To keep in touch with your DKG friends, you love Facebook and post photos and comments daily. You also send and respond to emails. Online, you bought that cute figurine for your sister. You logged into your bank/credit union and checked your balances. Maintaining safety in the cyber world is important and relatively easy if you apply some basic strategies.

Here are are few tips to make your time on the Internet more secure.
  • Emails: If you get an email from a friend, but it looks a little strange and has a link to click, DON’T CLICK IT!  At the very least, it will grab all of your contacts from your address book and send them emails that look like they are coming from you. Or, at its worst, your click allows malware to download to your computer. The malware may steal all of your personal information or hold your computer for ransom.
  • Your email at DKG Headquarters - why it is so important: If we want to communicate well with members via e-blasts, etc., having correct emails in the system is imperative--and that is not the case at this point. Almost 1/2 of our members do not have emails in the system. Based on bounce backs, a large number of those addresses are incorrect. Let's see what we can do to help correct this!
  • Privacy and security settings exist for a reason: Every social network has privacy and security settings. Take the time to investigate them. You can control who sees what you post.
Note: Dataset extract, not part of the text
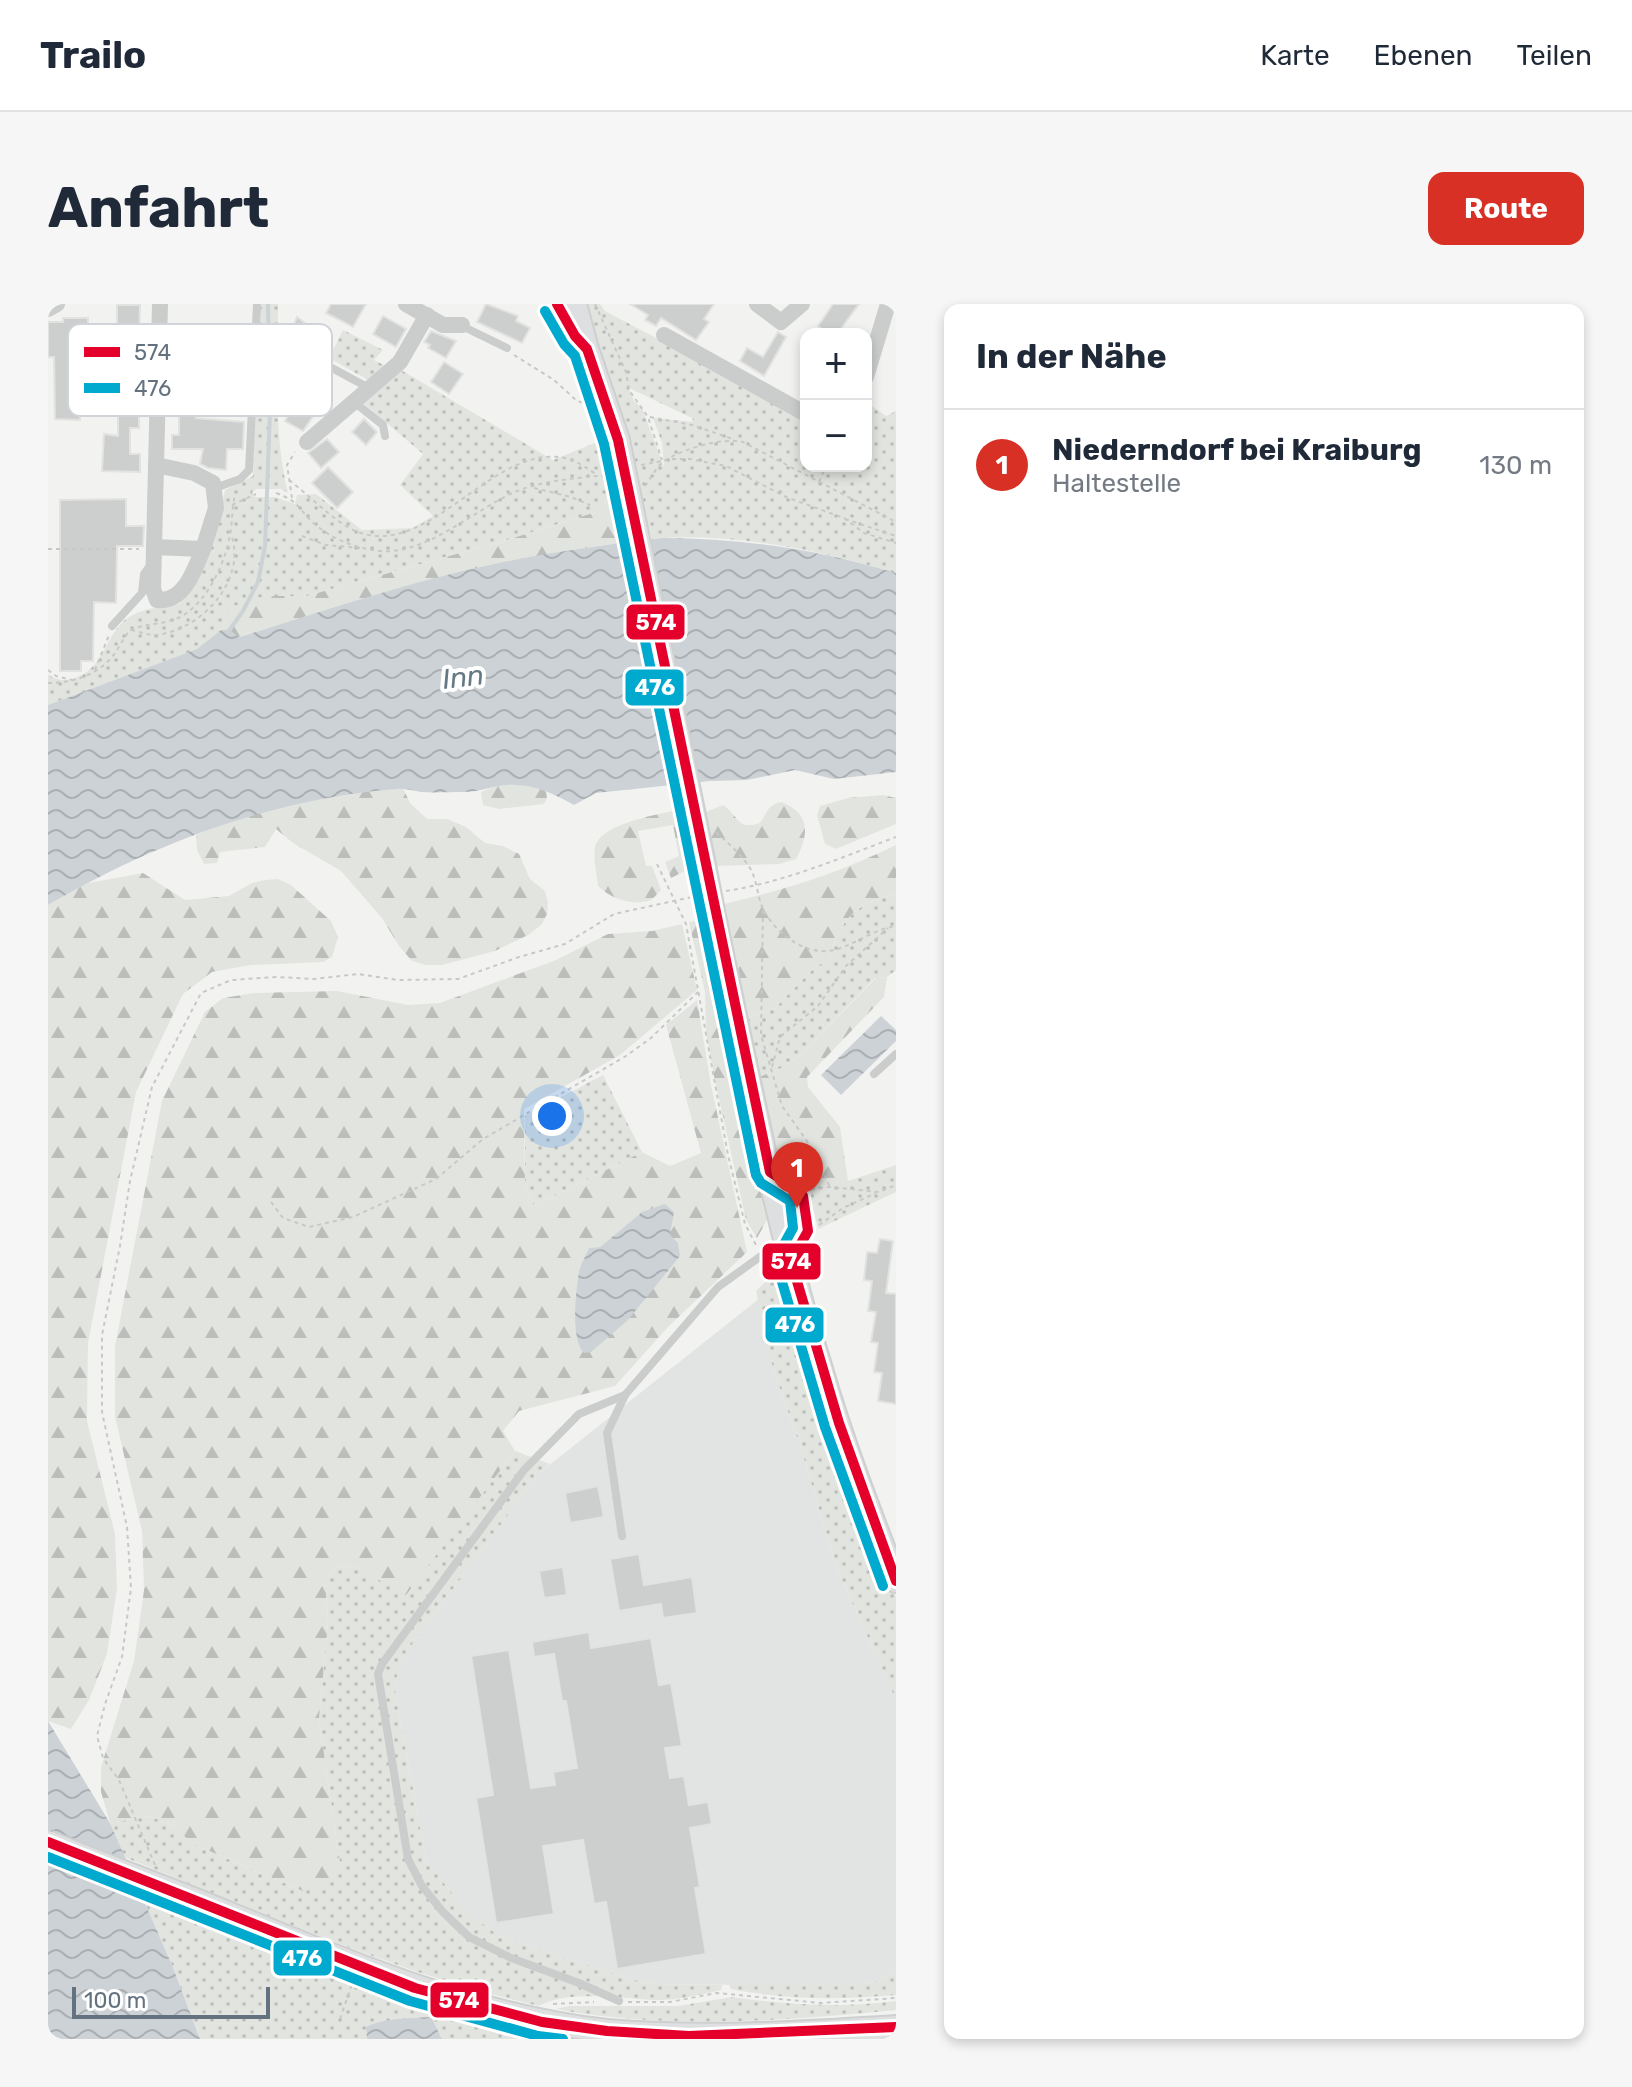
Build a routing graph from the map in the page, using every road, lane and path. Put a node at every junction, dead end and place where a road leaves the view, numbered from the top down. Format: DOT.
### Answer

But don’t do this just one time!  Because social networks are constantly changing these settings, it is appropriate to revisit the settings several times a year. While you are checking these, look at the security settings on your browser.
  • Keep personal info personal: Be cautious about how much personal information you provide on social networking sites. The more information you post, the easier it may be for a hacker or someone else to use that information to steal your identity, access your data, or commit other crimes such as stalking.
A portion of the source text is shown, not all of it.